On another sombre note the Japanese invaded Nauru during World War II and there are a number of physical reminders of this tragic time in Nauru’s history. Concrete “pill boxes” or gun emplacements can be found on the coast line. Jail cells were constructed in between the pillars of limestone which the tropical plant life has not been able to obliterate. An anti-aircraft gun that shot down a US plane is still in place, and doing the “Bomber Trek” is a popular after work exercise route for many expats.
The oceans around Nauru readily yield tuna, wahoo and barracuda and a fishing trip with one of the locals can be easily arranged. For the more adventurous there’s the opportunity to learn to free dive off the drop-off; just be prepared for bleeding ear drums at least on your first dive. However the prize of fresh red lobsters is worth the pain to those who attempt this. For those less hardy a trip around the island in a local fishing boat, not much larger than a dinghy with an outboard, and without life jackets, can easily be arranged. Pods of dolphins often play along-side and if you’re lucky a barracuda or small tuna can be caught just by trawling a line behind the boat.
Fancy fresh coconut? Just ask a local and someone will shimmy up a tree for you. Coconuts are also used to line the edges of gardens and driveways, and at Christmas are wrapped in coloured foil paper like huge bonbons and decorate the fronts of homes.
I hope you like Chinese food as that’s what’s on offer at most of the little restaurants on the island. For expats it is recommended that you limit your culinary adventures to one of a half dozen “safe” restaurants. The restaurants at the Menen and Od’n Hotels are fine, as is Zong Wah’s across the road from the Menen. The Bay at Anibar serves Western and Indian meals, while Moon River and Jules night club round out the eating places that can be sure not to overly excite an expat’s digestive system.
For those who wish to “see the sights” there’s the Nauruan Government building, the Civic Centre, the Nauruan Olympic team office (and yes, Nauru is a medal winning nation in power-lifting), the Australian High Commission and the ruin of the former President’s home. This home sits at the top of one of the island’s hills overlooking the sea. It burnt down a number of years ago, but in its heyday it sported a swimming pool and servants’ quarters and was a very beautiful building.

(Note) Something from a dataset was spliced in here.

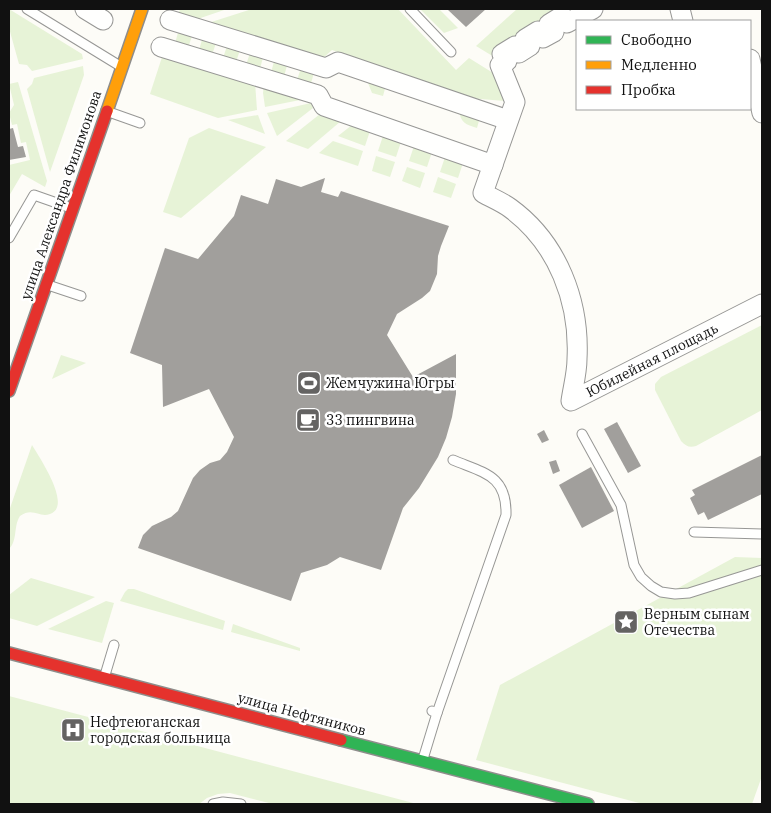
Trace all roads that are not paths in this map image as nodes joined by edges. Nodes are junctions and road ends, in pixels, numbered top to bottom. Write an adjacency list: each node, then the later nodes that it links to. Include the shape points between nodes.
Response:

Accommodation can be found in one of the two hotels on the island. Both the Od’n and the Menen have been grand hotels in their day but the descent into national poverty when the phosphate mining dwindled have meant that neither have been maintained to a level that would gain even a one-star rating in Australia. That said, the Menen has reasonable rooms, all of which have an ocean view. The rooms range from a small double room with own bathroom to a one bedroom suite. Just be prepared for water pressure to vary between good, with hot and cold water, to non-existent or cold water only.
Getting to and from Nauru is via Our Airline. The staff are friendly and very helpful. On both arriving and departing Nauru one is tempted to pray that the plane either comes to a halt or takes off before running into the ocean, as the airstrip is built onto the side of the island, with the Pacific Ocean only metres below each end of the runway.
With the influx of expats working fly in-fly out jobs the local economy is growing with the addition of a second large supermarket. Small “$2 shops” abound with China Town being a popular place. Shops sell everything from soft drinks and chips to motorbikes and washing machines.
I have seen the moon, if not quite on the other side of the world, but certainly a long way from home. Doing so has enabled me to assess my place in the world and to discover that not only is the world bigger than I expected it is also much smaller. No matter whether big or small no country can any longer claim to be an island unto itself.